GSA Connects 2024 Meeting in Anaheim, California

Paper No. 137-7
Presentation Time: 3:10 PM

SIGNALS OF AUTUMN SEASONS TRAPPED IN FRESHWATER PEARL NACRE


FARFAN, Gabriela, Smithsonian Environmental Research Center, Smithsonian Institution, Edgewater, MD 21037, BULLOCK, Emma, Carnegie Institution for Science, Earth and Planets Laboratory, Washington, DC 20015, ZHOU, Chunhui, Gemological Institute of America, New York, NY 10036, ORLAND, Ian J., Wisconsin Geological and Natural History Survey, University of Wisconsin, 1215 West Dayton Street, Madison, WI 53706 and VALLEY, John, WiscSIMS Laboratory, Department of Geoscience, University of Wisconsin–Madison, Madison, WI 53706

Biocarbonate minerals have become critical tools for climate science, preserving geochemical and isotopic signals from their environment as they grow layers over time. To better understand the mechanisms of how this process works and what variables are at play, we have targeted a modern system in cultured (farmed) freshwater pearls. The pearl in this study was grown over the course of four years in Kentucky Lake, TN, USA, which is a well-monitored lake system. Thus, for the first time, we were able to correlate micron-scale geochemical and mineralogical observations in a pearl to sub-monthly measurements of environmental variables in Kentucky Lake. In line with previous biocarbonate studies, our first observations revealed negative correlations between novel SIMS-based δ18O measurements (10 mm spots) and temperature in the lake, with peaks in δ18O denoting winter seasons along the nacre transect.
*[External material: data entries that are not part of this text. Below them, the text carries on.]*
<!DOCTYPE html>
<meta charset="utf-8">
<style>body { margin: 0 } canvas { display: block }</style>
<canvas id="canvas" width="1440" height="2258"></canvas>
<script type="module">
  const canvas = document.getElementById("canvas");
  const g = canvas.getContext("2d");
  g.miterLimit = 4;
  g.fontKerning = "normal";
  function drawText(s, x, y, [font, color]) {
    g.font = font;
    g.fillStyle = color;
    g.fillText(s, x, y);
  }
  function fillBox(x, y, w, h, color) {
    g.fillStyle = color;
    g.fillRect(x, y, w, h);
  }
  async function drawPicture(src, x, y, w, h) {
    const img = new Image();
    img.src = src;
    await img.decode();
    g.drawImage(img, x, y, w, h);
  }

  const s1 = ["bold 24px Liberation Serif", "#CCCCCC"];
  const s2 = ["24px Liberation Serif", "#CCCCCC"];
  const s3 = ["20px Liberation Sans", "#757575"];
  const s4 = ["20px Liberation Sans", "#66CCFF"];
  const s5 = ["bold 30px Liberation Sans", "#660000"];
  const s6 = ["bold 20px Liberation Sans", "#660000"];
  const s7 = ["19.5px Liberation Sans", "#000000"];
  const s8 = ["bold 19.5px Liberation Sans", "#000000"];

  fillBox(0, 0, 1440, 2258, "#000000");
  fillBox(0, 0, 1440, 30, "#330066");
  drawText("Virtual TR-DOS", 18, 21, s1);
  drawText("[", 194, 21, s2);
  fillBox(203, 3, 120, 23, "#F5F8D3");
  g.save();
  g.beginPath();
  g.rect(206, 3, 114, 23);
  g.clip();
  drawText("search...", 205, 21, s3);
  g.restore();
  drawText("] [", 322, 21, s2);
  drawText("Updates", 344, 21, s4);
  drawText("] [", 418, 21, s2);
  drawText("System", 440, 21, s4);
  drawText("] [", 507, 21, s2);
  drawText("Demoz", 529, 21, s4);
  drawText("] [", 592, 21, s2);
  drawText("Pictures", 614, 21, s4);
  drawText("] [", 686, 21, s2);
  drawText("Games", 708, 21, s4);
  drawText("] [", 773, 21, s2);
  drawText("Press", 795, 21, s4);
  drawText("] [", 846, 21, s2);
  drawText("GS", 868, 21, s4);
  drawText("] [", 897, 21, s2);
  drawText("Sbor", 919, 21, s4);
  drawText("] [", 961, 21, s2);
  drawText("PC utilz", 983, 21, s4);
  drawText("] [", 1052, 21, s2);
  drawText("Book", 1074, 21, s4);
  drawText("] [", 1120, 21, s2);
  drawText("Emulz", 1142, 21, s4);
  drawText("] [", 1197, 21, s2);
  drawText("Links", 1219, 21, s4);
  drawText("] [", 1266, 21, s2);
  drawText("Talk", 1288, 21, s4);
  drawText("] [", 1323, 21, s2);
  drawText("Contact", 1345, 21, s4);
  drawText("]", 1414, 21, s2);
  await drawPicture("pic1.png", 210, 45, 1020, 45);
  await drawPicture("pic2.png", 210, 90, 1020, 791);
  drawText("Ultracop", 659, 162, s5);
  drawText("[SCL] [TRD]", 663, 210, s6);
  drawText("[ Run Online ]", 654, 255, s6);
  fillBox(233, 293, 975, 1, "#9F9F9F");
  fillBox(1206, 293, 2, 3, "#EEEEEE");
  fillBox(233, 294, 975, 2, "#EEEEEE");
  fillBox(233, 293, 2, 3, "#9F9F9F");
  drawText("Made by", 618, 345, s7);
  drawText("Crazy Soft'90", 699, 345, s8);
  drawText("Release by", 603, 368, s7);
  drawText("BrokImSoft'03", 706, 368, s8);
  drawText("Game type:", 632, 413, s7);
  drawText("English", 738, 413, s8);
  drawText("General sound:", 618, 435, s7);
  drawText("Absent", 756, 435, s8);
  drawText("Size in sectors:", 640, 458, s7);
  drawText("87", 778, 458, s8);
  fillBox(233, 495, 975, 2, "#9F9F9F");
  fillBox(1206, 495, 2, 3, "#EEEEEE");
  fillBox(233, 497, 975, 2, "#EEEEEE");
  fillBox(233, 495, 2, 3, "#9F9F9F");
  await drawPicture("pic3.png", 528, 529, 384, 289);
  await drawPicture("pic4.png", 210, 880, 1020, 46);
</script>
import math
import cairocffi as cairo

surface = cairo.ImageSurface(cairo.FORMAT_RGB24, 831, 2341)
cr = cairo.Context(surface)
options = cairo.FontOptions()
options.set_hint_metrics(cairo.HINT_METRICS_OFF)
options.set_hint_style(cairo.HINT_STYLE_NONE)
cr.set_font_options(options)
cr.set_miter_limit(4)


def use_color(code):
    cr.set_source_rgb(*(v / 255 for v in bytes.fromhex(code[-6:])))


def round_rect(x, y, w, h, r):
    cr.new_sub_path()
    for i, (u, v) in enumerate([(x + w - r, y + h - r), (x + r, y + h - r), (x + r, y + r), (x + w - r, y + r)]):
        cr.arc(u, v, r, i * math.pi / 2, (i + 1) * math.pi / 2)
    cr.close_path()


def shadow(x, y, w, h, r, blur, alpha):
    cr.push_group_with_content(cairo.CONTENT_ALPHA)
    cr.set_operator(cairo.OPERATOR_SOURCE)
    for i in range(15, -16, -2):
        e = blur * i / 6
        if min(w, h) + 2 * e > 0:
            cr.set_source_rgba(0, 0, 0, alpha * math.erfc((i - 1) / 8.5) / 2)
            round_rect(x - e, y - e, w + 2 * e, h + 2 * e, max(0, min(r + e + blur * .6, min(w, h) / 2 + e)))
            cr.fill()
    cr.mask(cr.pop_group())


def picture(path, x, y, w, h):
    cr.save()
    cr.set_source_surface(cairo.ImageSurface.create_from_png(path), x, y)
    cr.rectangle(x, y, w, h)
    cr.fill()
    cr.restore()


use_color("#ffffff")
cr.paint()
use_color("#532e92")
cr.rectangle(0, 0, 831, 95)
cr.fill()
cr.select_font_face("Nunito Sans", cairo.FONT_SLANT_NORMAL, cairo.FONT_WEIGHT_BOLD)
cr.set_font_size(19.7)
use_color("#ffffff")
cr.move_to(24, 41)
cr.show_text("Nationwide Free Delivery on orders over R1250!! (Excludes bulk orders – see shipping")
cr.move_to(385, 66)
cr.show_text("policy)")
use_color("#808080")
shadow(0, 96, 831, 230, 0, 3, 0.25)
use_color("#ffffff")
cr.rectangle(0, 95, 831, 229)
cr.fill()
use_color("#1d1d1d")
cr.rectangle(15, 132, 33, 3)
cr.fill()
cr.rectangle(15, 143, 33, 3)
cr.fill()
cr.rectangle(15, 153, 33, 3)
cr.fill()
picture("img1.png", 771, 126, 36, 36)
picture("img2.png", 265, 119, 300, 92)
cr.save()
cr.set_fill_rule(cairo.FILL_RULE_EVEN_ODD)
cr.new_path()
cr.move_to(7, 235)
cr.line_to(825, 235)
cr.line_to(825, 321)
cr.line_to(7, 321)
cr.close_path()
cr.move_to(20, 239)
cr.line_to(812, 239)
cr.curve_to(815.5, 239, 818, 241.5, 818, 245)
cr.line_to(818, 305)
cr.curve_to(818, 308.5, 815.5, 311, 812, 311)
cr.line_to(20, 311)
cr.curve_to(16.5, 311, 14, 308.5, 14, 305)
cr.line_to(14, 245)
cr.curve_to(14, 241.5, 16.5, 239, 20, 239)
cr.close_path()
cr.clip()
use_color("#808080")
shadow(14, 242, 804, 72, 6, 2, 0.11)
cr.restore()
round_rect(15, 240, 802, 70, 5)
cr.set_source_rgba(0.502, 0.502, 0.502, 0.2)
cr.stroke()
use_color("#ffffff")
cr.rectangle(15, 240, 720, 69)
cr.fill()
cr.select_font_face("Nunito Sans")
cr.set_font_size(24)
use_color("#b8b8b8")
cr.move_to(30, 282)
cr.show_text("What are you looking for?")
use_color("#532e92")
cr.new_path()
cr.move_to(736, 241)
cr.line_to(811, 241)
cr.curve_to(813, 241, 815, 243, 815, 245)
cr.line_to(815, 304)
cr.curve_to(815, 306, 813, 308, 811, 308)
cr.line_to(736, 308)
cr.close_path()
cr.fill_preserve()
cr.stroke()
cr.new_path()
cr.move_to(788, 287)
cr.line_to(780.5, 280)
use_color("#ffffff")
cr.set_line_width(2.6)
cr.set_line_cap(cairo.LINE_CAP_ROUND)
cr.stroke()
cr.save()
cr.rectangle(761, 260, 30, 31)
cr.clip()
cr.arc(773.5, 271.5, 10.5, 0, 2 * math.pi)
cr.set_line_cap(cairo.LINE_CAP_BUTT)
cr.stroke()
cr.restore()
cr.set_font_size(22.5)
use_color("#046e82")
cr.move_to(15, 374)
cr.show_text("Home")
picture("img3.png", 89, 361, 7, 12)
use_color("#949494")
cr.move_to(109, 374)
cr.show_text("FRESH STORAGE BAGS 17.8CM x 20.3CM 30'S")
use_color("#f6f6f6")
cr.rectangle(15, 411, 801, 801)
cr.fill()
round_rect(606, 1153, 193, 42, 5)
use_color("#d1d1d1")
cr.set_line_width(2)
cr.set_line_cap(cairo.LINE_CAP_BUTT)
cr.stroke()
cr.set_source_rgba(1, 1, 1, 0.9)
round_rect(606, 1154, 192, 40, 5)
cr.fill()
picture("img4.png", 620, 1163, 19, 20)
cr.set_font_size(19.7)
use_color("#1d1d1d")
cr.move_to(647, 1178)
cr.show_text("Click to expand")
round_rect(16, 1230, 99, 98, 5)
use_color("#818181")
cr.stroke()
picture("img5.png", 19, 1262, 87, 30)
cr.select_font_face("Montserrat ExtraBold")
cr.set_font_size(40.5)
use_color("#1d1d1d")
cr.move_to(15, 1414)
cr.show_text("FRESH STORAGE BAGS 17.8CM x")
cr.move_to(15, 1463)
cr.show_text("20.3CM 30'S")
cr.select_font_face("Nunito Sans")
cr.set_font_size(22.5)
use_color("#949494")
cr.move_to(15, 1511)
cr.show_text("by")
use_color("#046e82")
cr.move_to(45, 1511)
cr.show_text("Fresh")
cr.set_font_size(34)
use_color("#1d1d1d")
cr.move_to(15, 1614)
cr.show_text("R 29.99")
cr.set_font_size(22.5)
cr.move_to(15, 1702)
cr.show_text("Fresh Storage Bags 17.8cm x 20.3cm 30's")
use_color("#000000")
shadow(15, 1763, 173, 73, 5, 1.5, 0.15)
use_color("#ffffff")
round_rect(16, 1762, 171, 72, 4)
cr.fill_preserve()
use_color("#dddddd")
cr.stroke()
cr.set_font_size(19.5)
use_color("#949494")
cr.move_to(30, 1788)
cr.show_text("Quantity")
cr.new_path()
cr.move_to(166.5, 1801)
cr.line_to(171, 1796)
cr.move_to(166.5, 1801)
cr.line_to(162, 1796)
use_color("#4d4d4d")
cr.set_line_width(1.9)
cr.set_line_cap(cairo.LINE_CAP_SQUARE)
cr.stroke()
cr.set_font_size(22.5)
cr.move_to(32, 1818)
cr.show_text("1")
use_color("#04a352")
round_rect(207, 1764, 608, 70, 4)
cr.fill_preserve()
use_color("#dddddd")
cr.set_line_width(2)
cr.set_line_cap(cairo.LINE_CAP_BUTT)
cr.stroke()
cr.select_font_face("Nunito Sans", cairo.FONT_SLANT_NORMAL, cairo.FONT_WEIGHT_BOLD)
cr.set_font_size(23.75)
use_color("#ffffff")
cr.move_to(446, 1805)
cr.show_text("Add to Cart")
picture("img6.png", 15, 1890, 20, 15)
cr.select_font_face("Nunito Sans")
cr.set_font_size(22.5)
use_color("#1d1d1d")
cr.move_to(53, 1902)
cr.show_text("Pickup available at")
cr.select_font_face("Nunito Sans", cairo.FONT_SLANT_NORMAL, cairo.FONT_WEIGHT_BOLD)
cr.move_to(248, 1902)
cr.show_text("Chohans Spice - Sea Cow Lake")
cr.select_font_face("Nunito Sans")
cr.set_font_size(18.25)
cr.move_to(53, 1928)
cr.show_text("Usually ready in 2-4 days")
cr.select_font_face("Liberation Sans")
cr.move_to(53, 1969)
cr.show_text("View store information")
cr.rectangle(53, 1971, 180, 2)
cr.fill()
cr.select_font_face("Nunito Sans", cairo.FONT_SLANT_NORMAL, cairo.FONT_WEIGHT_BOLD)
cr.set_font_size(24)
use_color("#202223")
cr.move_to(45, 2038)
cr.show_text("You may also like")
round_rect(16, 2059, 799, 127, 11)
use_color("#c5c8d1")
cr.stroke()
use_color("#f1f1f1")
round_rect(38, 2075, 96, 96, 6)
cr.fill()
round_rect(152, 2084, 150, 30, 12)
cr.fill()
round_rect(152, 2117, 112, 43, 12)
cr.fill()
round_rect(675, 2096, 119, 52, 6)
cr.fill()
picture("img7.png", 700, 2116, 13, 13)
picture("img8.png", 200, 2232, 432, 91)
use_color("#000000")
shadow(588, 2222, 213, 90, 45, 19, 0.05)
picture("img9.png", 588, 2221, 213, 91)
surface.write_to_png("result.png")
These peaks correlated with higher dissolved oxygen levels in the lake. More surprisingly, cathodoluminescence (CL) imaging of the pearl uncovered hidden heterogeneity in the nacre caused by thin concentric layers of elevated manganese (Mn2+) that appear as bright green in CL, especially in layers that preceded the “winter” δ18O peak signals. We interpret these high manganese layers as formed during “autumn” seasons, caused by lake turnover events where manganese oxides (Mn4+) and other forms of manganese that had been resting at the bottom of the lake during stagnant, stratified seasons got mixed into the water column, reduced to Mn2+, and incorporated into the aragonite crystal structure of the growing nacre as a substitution for Ca2+. Raster maps of peak features in Raman spectra led us to further assess changes in the carbonate bonding environment of nacre aragonite across the pearl and helped to tease the origin of an additional blue CL signal likely caused by aragonite structural defects or shifts in nacre tablet orientation. Overall, the study shows how CL imaging coupled with other mineralogical techniques can lend a powerful new view into biominerals and the environmental signals they preserve.

Reference: Farfan, G. A., Bullock, E. S., Zhou, C., & Valley, J. W. (2023). Geochemical and mineralogical proxies beyond temperature: Autumn seasons trapped in freshwater nacre. Geochimica et Cosmochimica Acta, 355, 126-137.